A useful exercise is to ask yourself: for a given actual organizational structure, what would happen (good and bad) if you changed it to one of above? You will quickly see that the challenges are rarely technical in nature; instead, it’s the people you need to contend with!

Closing

Let’s go back to the question posted at the start: does team structure matter? Yes, but not in a way that many leaders see it. There are team structures that are more suited to certain goals; and there are real downsides to structuring teams in certain ways. We saw, specifically, that matrix structures are often overkill for what the teams are trying to do – their “second order downsides” outweigh the potential benefits.

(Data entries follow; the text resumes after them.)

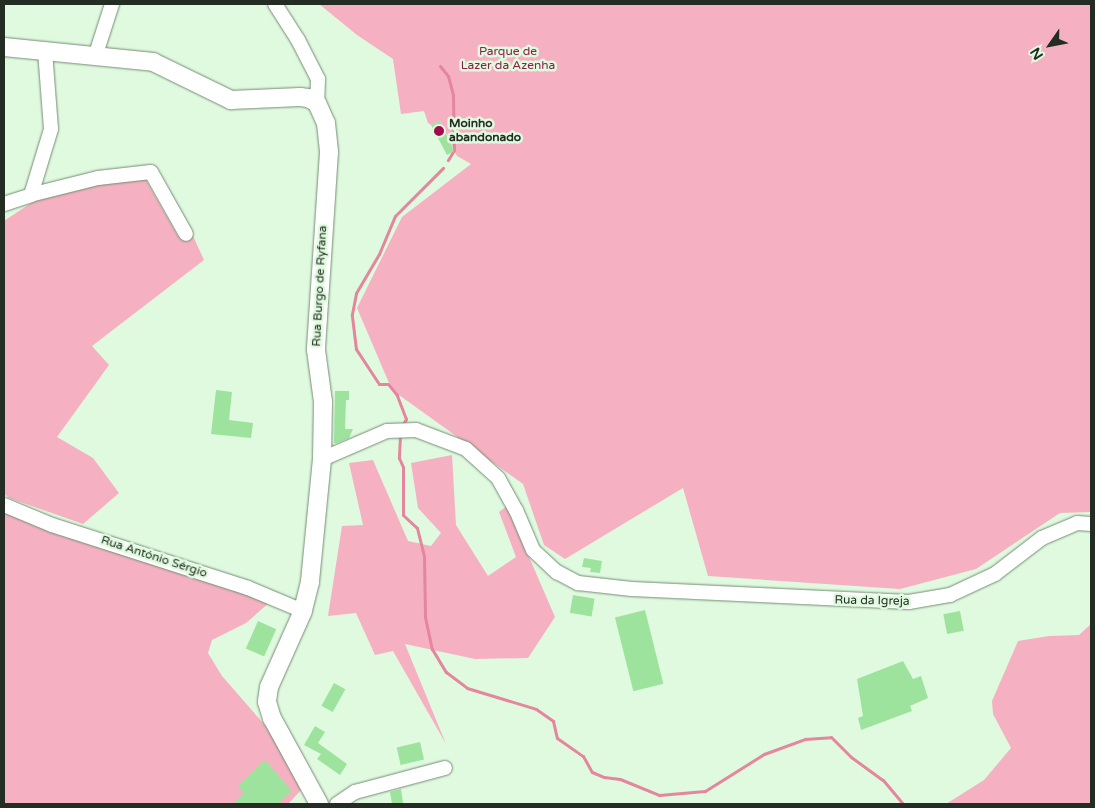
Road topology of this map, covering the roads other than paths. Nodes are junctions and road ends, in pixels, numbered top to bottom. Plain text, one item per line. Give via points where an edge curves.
1 (112, 4) edge
2 (275, 4) edge
3 (4, 47) edge
4 (45, 51) junction
5 (95, 58) junction
6 (317, 103) junction
7 (30, 195) junction
8 (4, 204) edge
9 (186, 234) dead end
10 (322, 459) junction
11 (4, 505) edge
12 (1091, 524) edge
13 (303, 611) junction
14 (445, 768) dead end
15 (319, 804) edge
16 (337, 804) edge

1 - 5 street
2 - 6 street via 318,80
3 - 4 main road
4 - 5 main road
4 - 7 street via 51,129
5 - 6 main road via 154,62 231,100 300,97
6 - 10 main road, Rua Burgo de Ryfana via 326,123 328,152 316,323 316,350 324,402
7 - 8 street
7 - 9 street via 98,178 150,172
10 - 12 street, Rua da Igreja via 387,431 416,430 465,449 498,478 533,550 556,572 578,583 632,589 909,602 950,595 995,574 1042,538 1077,523
10 - 13 main road, Rua Burgo de Ryfana via 310,582
11 - 13 street, Rua António Sérgio via 52,525 248,588
13 - 15 main road, Rua Burgo de Ryfana via 269,687 267,702 272,718
14 - 16 street via 355,792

The key insight is to design your team in a way that speaks to the actual challenges or opportunities, focus on creating capabilities rather than avoiding problems, and be explicit about each team’s mission, objectives, interfaces, and responsibilities.

Most importantly, don’t assume that your design will be right and will last forever – be open to iterating on the team structure, and create a culture where structure changes (when reasonably executed) are welcome as a way to solve the evolving challenges the company is facing.